The reason that the Fed has always been required to buy bonds from private dealers rather than the U.S. Treasury is that the process of money creation needs to be institutionally separated from the process of financing the public debt. In fact, the potential blurring of those boundaries is one of the most important legitimate criticisms of quantitative easing.
Another topic that confuses a lot of people is the Social Security Trust Fund. Does it exist or not? John Holbo at Crooked Timber takes on Matt Yglesias and a Planet Money podcast. He explains it in terms of a parent (the government) borrowing a future allowance from a child (Social Security).

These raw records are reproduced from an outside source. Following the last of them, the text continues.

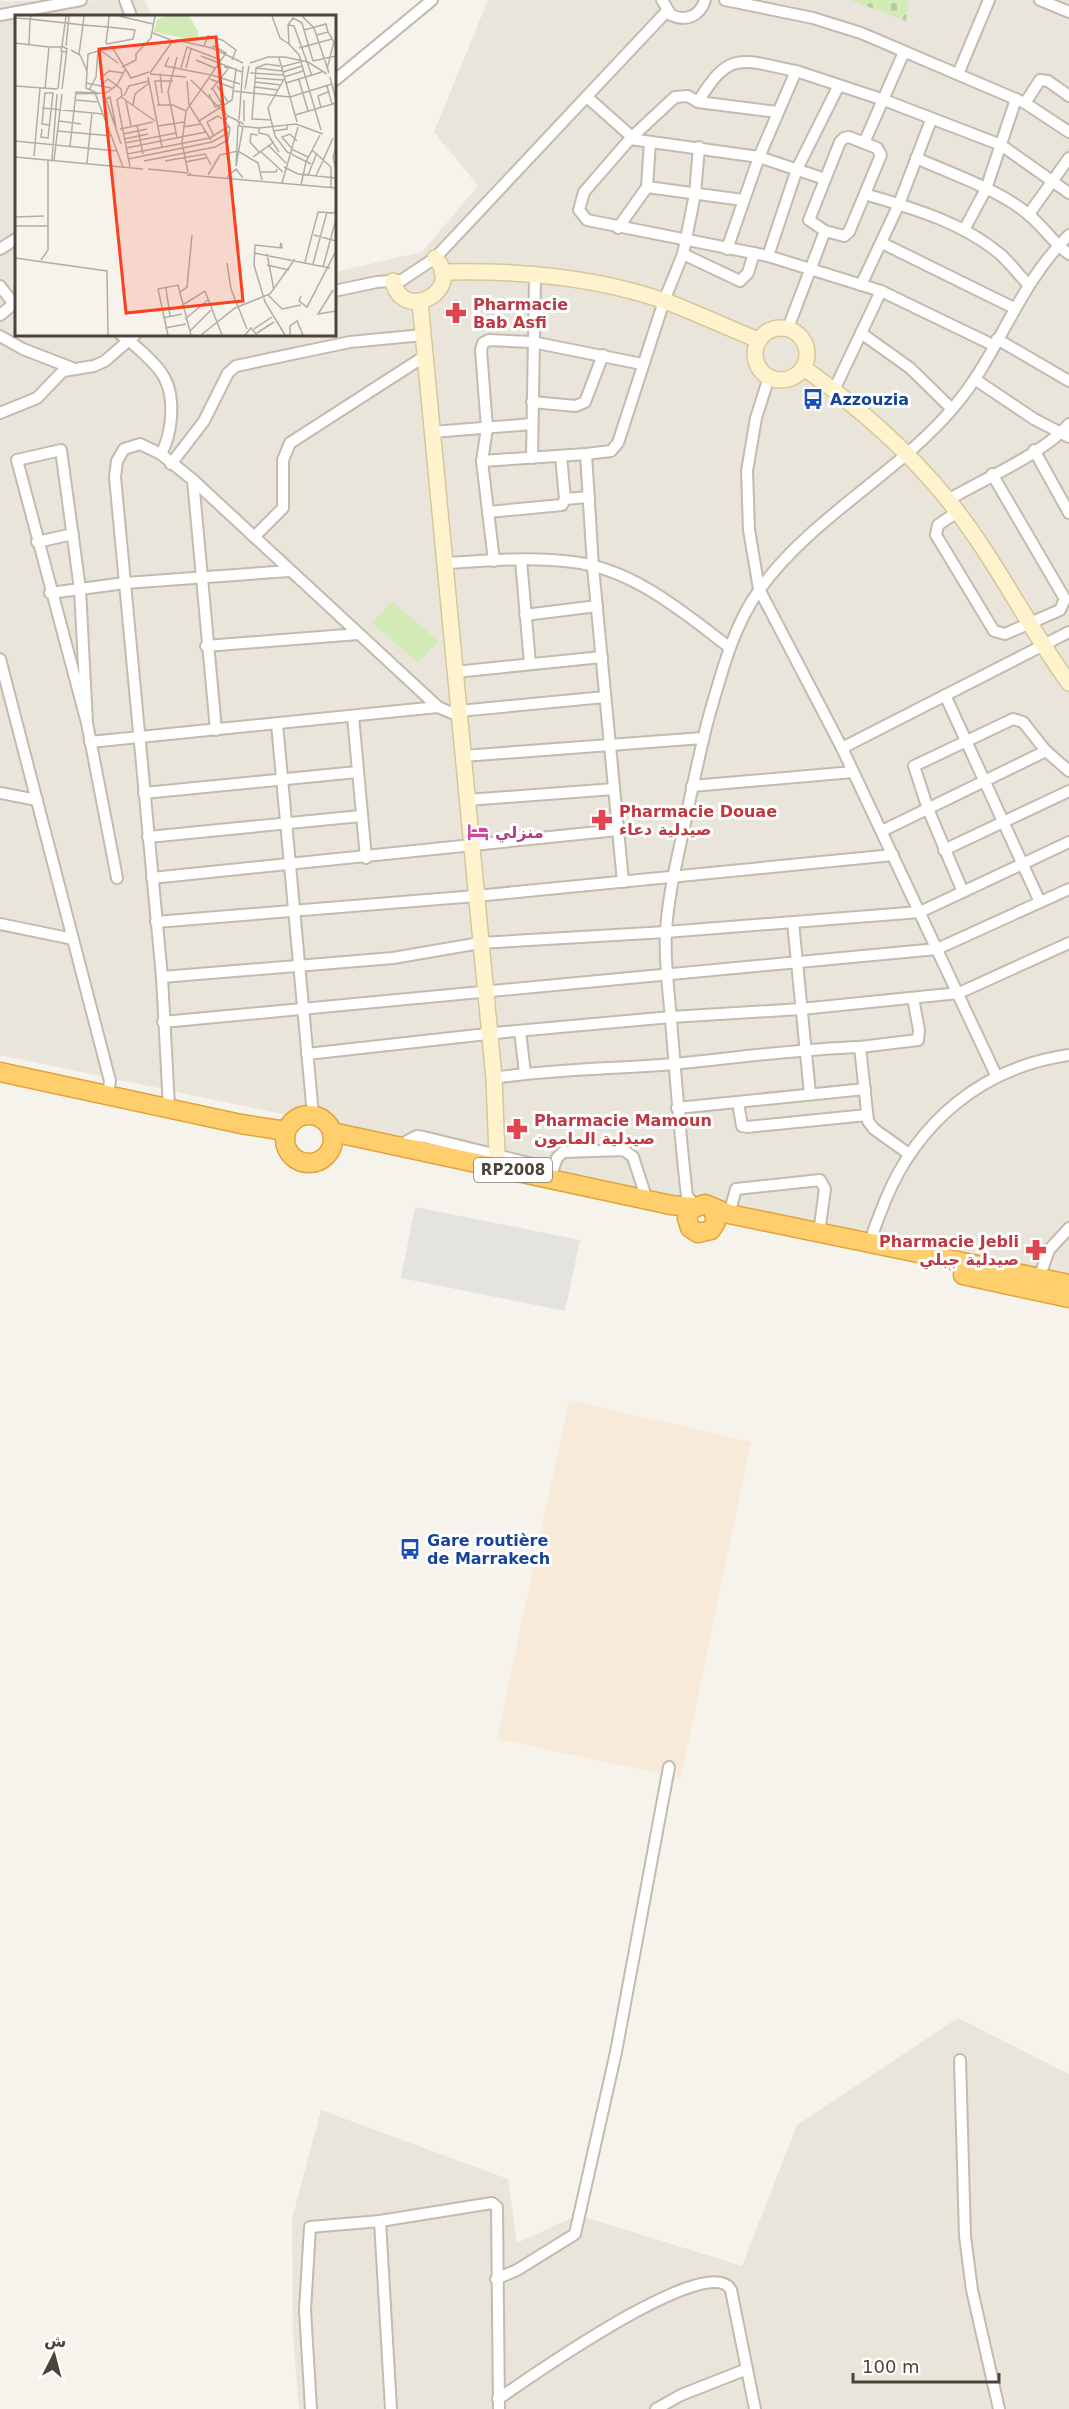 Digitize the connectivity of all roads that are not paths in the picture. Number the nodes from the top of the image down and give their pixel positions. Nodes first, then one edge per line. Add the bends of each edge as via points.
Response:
1 (81, 0) edge
2 (125, 0) edge
3 (432, 0) edge
4 (705, 0) edge
5 (725, 0) edge
6 (989, 0) edge
7 (1040, 0) edge
8 (664, 5) edge
9 (1069, 12) edge
10 (19, 14) edge
11 (0, 15) edge
12 (131, 15) edge
13 (904, 52) junction
14 (796, 71) junction
15 (958, 74) junction
16 (336, 79) edge
17 (838, 87) junction
18 (1069, 96) edge
19 (587, 97) junction
20 (884, 100) junction
21 (1021, 101) junction
22 (698, 102) junction
23 (777, 112) junction
24 (931, 120) junction
25 (1069, 132) edge
26 (631, 138) junction
27 (650, 142) junction
28 (864, 143) junction
29 (1001, 145) junction
30 (699, 147) junction
31 (759, 157) junction
32 (916, 158) junction
33 (1069, 158) edge
34 (797, 169) junction
35 (825, 179) junction
36 (1053, 179) junction
37 (647, 187) junction
38 (986, 189) junction
39 (1069, 193) edge
40 (695, 194) junction
41 (865, 194) junction
42 (743, 200) junction
43 (899, 204) junction
44 (1029, 214) junction
45 (618, 228) junction
46 (964, 230) junction
47 (825, 231) junction
48 (1069, 235) edge
49 (15, 240) edge
50 (687, 240) junction
51 (882, 243) junction
52 (1057, 246) junction
53 (0, 249) edge
54 (727, 249) junction
55 (754, 253) junction
56 (683, 254) junction
57 (1069, 254) edge
58 (768, 256) junction
59 (439, 265) junction
60 (809, 269) junction
61 (535, 276) junction
62 (393, 281) junction
63 (1029, 284) junction
64 (0, 285) edge
65 (861, 285) junction
66 (336, 291) edge
67 (881, 291) junction
68 (664, 301) junction
69 (420, 302) junction
70 (15, 303) edge
71 (1014, 308) junction
72 (0, 315) edge
73 (788, 328) junction
74 (861, 333) junction
75 (423, 335) junction
76 (0, 336) edge
77 (133, 338) edge
78 (758, 340) junction
79 (532, 342) junction
80 (995, 342) junction
81 (603, 355) junction
82 (425, 356) junction
83 (642, 364) junction
84 (72, 368) junction
85 (804, 368) junction
86 (769, 377) junction
87 (976, 380) junction
88 (1069, 381) edge
89 (834, 390) junction
90 (532, 402) junction
91 (952, 409) junction
92 (0, 413) edge
93 (532, 424) junction
94 (1069, 424) edge
95 (487, 428) junction
96 (433, 432) junction
97 (1065, 435) edge
98 (1034, 450) junction
99 (586, 453) junction
100 (161, 454) junction
101 (908, 455) junction
102 (561, 456) junction
103 (532, 458) junction
104 (482, 461) junction
105 (171, 464) junction
106 (992, 474) junction
107 (193, 480) junction
108 (589, 497) junction
109 (565, 498) junction
110 (953, 506) junction
111 (488, 512) junction
112 (1069, 513) edge
113 (73, 534) junction
114 (254, 537) junction
115 (37, 542) junction
116 (521, 560) junction
117 (494, 561) junction
118 (445, 563) junction
119 (593, 567) junction
120 (289, 571) junction
121 (203, 576) junction
122 (125, 583) junction
123 (80, 589) junction
124 (759, 589) junction
125 (50, 593) junction
126 (597, 606) junction
127 (525, 615) junction
128 (1028, 623) junction
129 (1069, 632) edge
130 (358, 634) junction
131 (1041, 645) junction
132 (206, 646) junction
133 (729, 647) junction
134 (602, 657) junction
135 (0, 659) edge
136 (530, 664) junction
137 (455, 672) junction
138 (1069, 683) edge
139 (945, 695) junction
140 (605, 697) junction
141 (438, 707) junction
142 (459, 713) junction
143 (353, 716) junction
144 (87, 723) junction
145 (278, 724) junction
146 (216, 730) junction
147 (139, 738) junction
148 (703, 738) junction
149 (967, 739) junction
150 (90, 742) junction
151 (610, 744) junction
152 (842, 748) junction
153 (1046, 751) junction
154 (463, 756) junction
155 (1069, 771) edge
156 (357, 772) junction
157 (854, 772) junction
158 (282, 779) junction
159 (987, 782) junction
160 (693, 786) junction
161 (614, 789) junction
162 (1069, 791) edge
163 (0, 793) edge
164 (144, 793) junction
165 (37, 800) junction
166 (467, 800) junction
167 (928, 809) junction
168 (361, 816) junction
169 (1004, 822) junction
170 (287, 824) junction
171 (618, 830) junction
172 (882, 831) junction
173 (148, 837) junction
174 (1069, 842) edge
175 (472, 845) junction
176 (944, 850) junction
177 (893, 855) junction
178 (366, 858) junction
179 (1023, 864) junction
180 (290, 866) junction
181 (673, 877) junction
182 (117, 878) dead end
183 (152, 878) junction
184 (623, 882) junction
185 (1069, 889) edge
186 (963, 892) junction
187 (476, 896) junction
188 (1040, 902) junction
189 (294, 912) junction
190 (920, 912) junction
191 (156, 922) junction
192 (793, 922) junction
193 (0, 924) edge
194 (666, 932) junction
195 (73, 939) junction
196 (480, 943) junction
197 (1069, 943) edge
198 (937, 950) junction
199 (796, 963) junction
200 (300, 965) junction
201 (666, 975) junction
202 (162, 977) junction
203 (485, 990) junction
204 (959, 993) junction
205 (913, 998) junction
206 (303, 1008) junction
207 (801, 1009) junction
208 (671, 1017) junction
209 (163, 1022) junction
210 (520, 1031) junction
211 (489, 1034) junction
212 (860, 1047) junction
213 (805, 1049) junction
214 (307, 1054) junction
215 (1069, 1054) edge
216 (674, 1064) junction
217 (0, 1071) edge
218 (525, 1073) junction
219 (996, 1075) junction
220 (494, 1078) junction
221 (865, 1089) junction
222 (108, 1094) junction
223 (810, 1094) junction
224 (738, 1103) junction
225 (169, 1107) junction
226 (677, 1108) junction
227 (867, 1114) junction
228 (313, 1115) junction
229 (286, 1137) junction
230 (332, 1139) junction
231 (909, 1154) junction
232 (496, 1161) junction
233 (647, 1200) junction
234 (694, 1206) junction
235 (719, 1217) junction
236 (690, 1228) junction
237 (1069, 1228) edge
238 (819, 1233) junction
239 (870, 1244) junction
240 (1040, 1278) junction
241 (1069, 1284) edge
242 (1069, 1298) edge
243 (669, 1767) dead end
244 (960, 2060) dead end
245 (380, 2221) junction
246 (496, 2279) junction
247 (747, 2369) junction
248 (498, 2404) edge
249 (311, 2409) edge
250 (391, 2409) edge
251 (656, 2409) edge
252 (755, 2409) edge
253 (999, 2409) edge

1 - 10 street
2 - 12 street
3 - 16 street
4 - 8 street via 691,17 678,18
5 - 13 street via 813,18
6 - 15 street
7 - 9 street
8 - 19 street
10 - 11 street
13 - 15 street
13 - 20 street
14 - 17 street
14 - 22 street via 746,61 732,63 713,77
14 - 23 street
15 - 21 street
17 - 20 street
17 - 34 street
18 - 21 street via 1040,80
19 - 26 street
19 - 59 street
20 - 24 street
20 - 28 street
21 - 25 street
21 - 29 street
22 - 23 street
22 - 26 street via 688,96 675,96
23 - 31 street
24 - 29 street
24 - 32 street
26 - 27 street
26 - 45 street via 584,192 579,204 587,220
27 - 30 street
27 - 37 street
28 - 35 street via 849,137 842,139
28 - 41 street via 881,154
29 - 36 street
29 - 38 street
30 - 31 street
30 - 40 street
31 - 34 street
31 - 42 street
32 - 38 street
32 - 43 street
33 - 36 street
34 - 35 street
34 - 58 street
35 - 47 street via 809,220
36 - 39 street
36 - 44 street
37 - 40 street
37 - 45 street
38 - 44 street
38 - 46 street
40 - 42 street
40 - 50 street
41 - 43 street
41 - 47 street via 848,234
42 - 54 street
43 - 46 street
43 - 51 street
44 - 52 street
45 - 50 street
46 - 63 street via 1000,254
47 - 60 street
48 - 52 street
49 - 53 street
50 - 54 street
50 - 56 street
51 - 65 street
51 - 71 street
52 - 57 street
52 - 63 street
54 - 55 street
55 - 56 street via 748,273 740,281
55 - 58 street
56 - 68 street
58 - 60 street
59 - 61 street
59 - 62 street
59 - 69 street via 441,287
60 - 65 street
60 - 73 street
61 - 68 street via 585,282
61 - 79 street
62 - 66 street
62 - 69 street via 398,293
63 - 71 street
64 - 70 street
65 - 67 street
67 - 74 street
67 - 80 street
68 - 78 street
68 - 83 street
69 - 75 street
70 - 72 street
71 - 80 street
73 - 78 street via 771,329
73 - 85 street via 806,344
74 - 89 street
74 - 91 street via 910,368
75 - 82 street
75 - 105 street via 350,342 236,366 204,421
76 - 84 street
77 - 84 street via 100,363
77 - 100 street via 167,383 171,426
78 - 86 street via 754,357
79 - 81 street
79 - 90 street
79 - 95 street via 483,343
80 - 87 street
80 - 88 street
81 - 83 street
81 - 90 street via 585,402
82 - 96 street
82 - 114 street via 290,443 283,460 283,508
83 - 99 street via 615,449
84 - 92 street via 63,371 37,398
85 - 86 street via 784,380
85 - 89 street
86 - 124 street via 756,418 747,471 749,530
87 - 91 street
87 - 97 street
89 - 101 street
90 - 93 street
91 - 101 street
93 - 95 street
93 - 103 street
94 - 97 street
95 - 96 street
95 - 104 street
96 - 118 street
97 - 98 street
98 - 106 street
98 - 112 street
99 - 102 street
99 - 108 street
100 - 105 street
100 - 122 street via 140,444 124,449 117,461 115,477
101 - 110 street
101 - 124 street via 801,544
102 - 103 street
102 - 109 street
103 - 104 street
104 - 111 street
105 - 107 street
106 - 110 street
106 - 128 street via 1065,599 1060,610
107 - 114 street
107 - 121 street
108 - 109 street
108 - 119 street
109 - 111 street via 560,507
110 - 128 street
110 - 128 street via 938,525 936,535 994,631 1005,634
111 - 117 street
113 - 115 street
113 - 115 street via 63,450 18,458
113 - 123 street
114 - 120 street
115 - 125 street
116 - 117 street
116 - 119 street via 576,562
116 - 127 street
117 - 118 street
118 - 137 street
119 - 126 street
119 - 133 street via 643,586
120 - 121 street
120 - 130 street
121 - 122 street
121 - 132 street
122 - 123 street
122 - 147 street
123 - 125 street
123 - 144 street
124 - 133 street
124 - 152 street
125 - 144 street
126 - 127 street
126 - 134 street
127 - 136 street
128 - 131 street
129 - 131 street
130 - 132 street
130 - 141 street
131 - 138 street
131 - 139 street
132 - 146 street
133 - 148 street
134 - 136 street
134 - 140 street
135 - 165 street
136 - 137 street
137 - 142 street
139 - 149 street
139 - 152 street
140 - 142 street
140 - 151 street
141 - 142 street
141 - 143 street
142 - 154 street
143 - 145 street
143 - 156 street
144 - 150 street
145 - 146 street
145 - 158 street
146 - 147 street
147 - 150 street
147 - 164 street
148 - 151 street
148 - 160 street
149 - 153 street via 1018,720
149 - 159 street
149 - 167 street via 914,766
150 - 182 street
151 - 154 street
151 - 161 street
152 - 157 street
153 - 155 street
153 - 159 street
154 - 166 street
156 - 158 street
156 - 168 street
157 - 160 street
157 - 172 street
158 - 164 street
158 - 170 street
159 - 167 street
159 - 169 street
160 - 181 street
161 - 166 street
161 - 171 street
162 - 169 street
163 - 165 street
164 - 173 street
165 - 195 street
166 - 175 street
167 - 172 street
167 - 176 street
168 - 170 street
168 - 178 street
169 - 176 street
169 - 179 street
170 - 173 street
170 - 180 street
171 - 175 street
171 - 184 street
172 - 177 street
173 - 183 street
174 - 179 street
175 - 178 street
175 - 187 street
176 - 186 street
177 - 181 street
177 - 190 street
178 - 180 street
179 - 186 street
179 - 188 street
180 - 183 street
180 - 189 street
181 - 184 street
181 - 194 street
183 - 191 street
184 - 187 street
185 - 188 street
186 - 190 street
187 - 189 street
187 - 196 street
188 - 198 street
189 - 191 street
189 - 200 street
190 - 192 street
190 - 198 street
191 - 202 street
192 - 194 street
192 - 199 street
193 - 195 street
194 - 196 street
194 - 201 street
195 - 222 street via 110,1080
196 - 200 street via 393,958
196 - 203 street
197 - 204 street
198 - 199 street
198 - 204 street
199 - 201 street
199 - 207 street
200 - 202 street
200 - 206 street
201 - 203 street
201 - 208 street
202 - 209 street
203 - 206 street
203 - 211 street
204 - 205 street
204 - 219 street
205 - 207 street
205 - 212 street via 918,1040
206 - 209 street
206 - 214 street
207 - 208 street
207 - 213 street
208 - 210 street
208 - 216 street
209 - 225 street
210 - 211 street
210 - 218 street
211 - 214 street
211 - 220 street
212 - 213 street
212 - 221 street
213 - 216 street
213 - 223 street
214 - 228 street
215 - 219 street
216 - 218 street
216 - 226 street
217 - 222 highway
218 - 220 street
219 - 231 street via 955,1104
220 - 232 street
221 - 223 street
221 - 227 street
222 - 225 highway
223 - 224 street
224 - 226 street
224 - 227 street via 742,1125 747,1127
225 - 229 highway
226 - 234 street via 687,1196
227 - 231 street via 874,1129
228 - 229 highway via 295,1119
228 - 230 highway, RP2008 via 325,1121
229 - 230 highway via 291,1156 309,1163 326,1156
230 - 232 highway, RP2008
230 - 236 highway, RP2008 via 658,1214
231 - 239 street via 891,1186
232 - 233 highway, RP2008
232 - 233 street via 553,1169 563,1152 628,1151
233 - 234 highway, RP2008
234 - 235 highway, RP2008 via 705,1204
234 - 236 highway via 687,1218
235 - 236 highway, RP2008 via 703,1234
235 - 238 highway, RP2008
235 - 238 street via 736,1189 820,1180 825,1189
235 - 242 highway, RP2008 via 728,1226
237 - 240 street via 1049,1250
238 - 239 highway, RP2008
239 - 240 highway, RP2008
240 - 241 highway, RP2008
243 - 246 street via 616,2052 575,2234
244 - 253 street via 965,2236 972,2290
245 - 246 street via 494,2203
245 - 249 street via 310,2227 305,2310
245 - 250 street
246 - 248 street
247 - 248 street via 730,2290 719,2281 697,2285 614,2322
247 - 251 street
247 - 252 street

If the US government completely and unrecoverably collapses, as a going economic concern, then the Social Security Trust Fund will be bust – and there will be no United States, too! (The latter is the more consequential concern, I should think.)
If the US government falls on seriously hard times, economically, there may need to be belt-tightening. Maybe the US government will have to break the deal it made, not making good on the IOU’s in the Social Security Trust Fund. Likewise, if our family falls on hard times, I may be driven to spend my daughter’s back allowance money on food for our table, in the sense that I may never pay her that money. (Hope not!) But if that happens I won’t describe the logic of the situation in terms of my daughter’s back allowance having turned out not to have been ‘real’, all along. If I don’t pay her, it won’t be because I don’t owe her – nor because that specific money ‘doesn’t exist’, whereas the money to put food on the table ‘does exist’. Talking that way just takes the minor accounting fiction that starts us out, and inflates it into a major fiction.
If the US government doesn’t fall on seriously hard times, but just finds financial life a bit tight – as it often is – the same point applies, only more so.
Scientific American has an important piece up on the Web with an important call for continued Open Standards and Net Neutrality. They also have taken a strong stand against snooping and protecting free speech on the web. You can see in this article just how far ahead our European cousins are in protecting individual rights over corporate rights on the Web and the internet. They even quote Secretary of State Hillary Clinton’s firm stand on internet freedom.
Free speech should be protected, too. The Web should be like a white sheet of paper: ready to be written on, with no control over what is written. Earlier this year Google accused the Chinese government of hacking into its databases to retrieve the e-mails of dissidents. The alleged break-ins occurred after Google resisted the government’s demand that the company censor certain documents on its Chinese-language search engine.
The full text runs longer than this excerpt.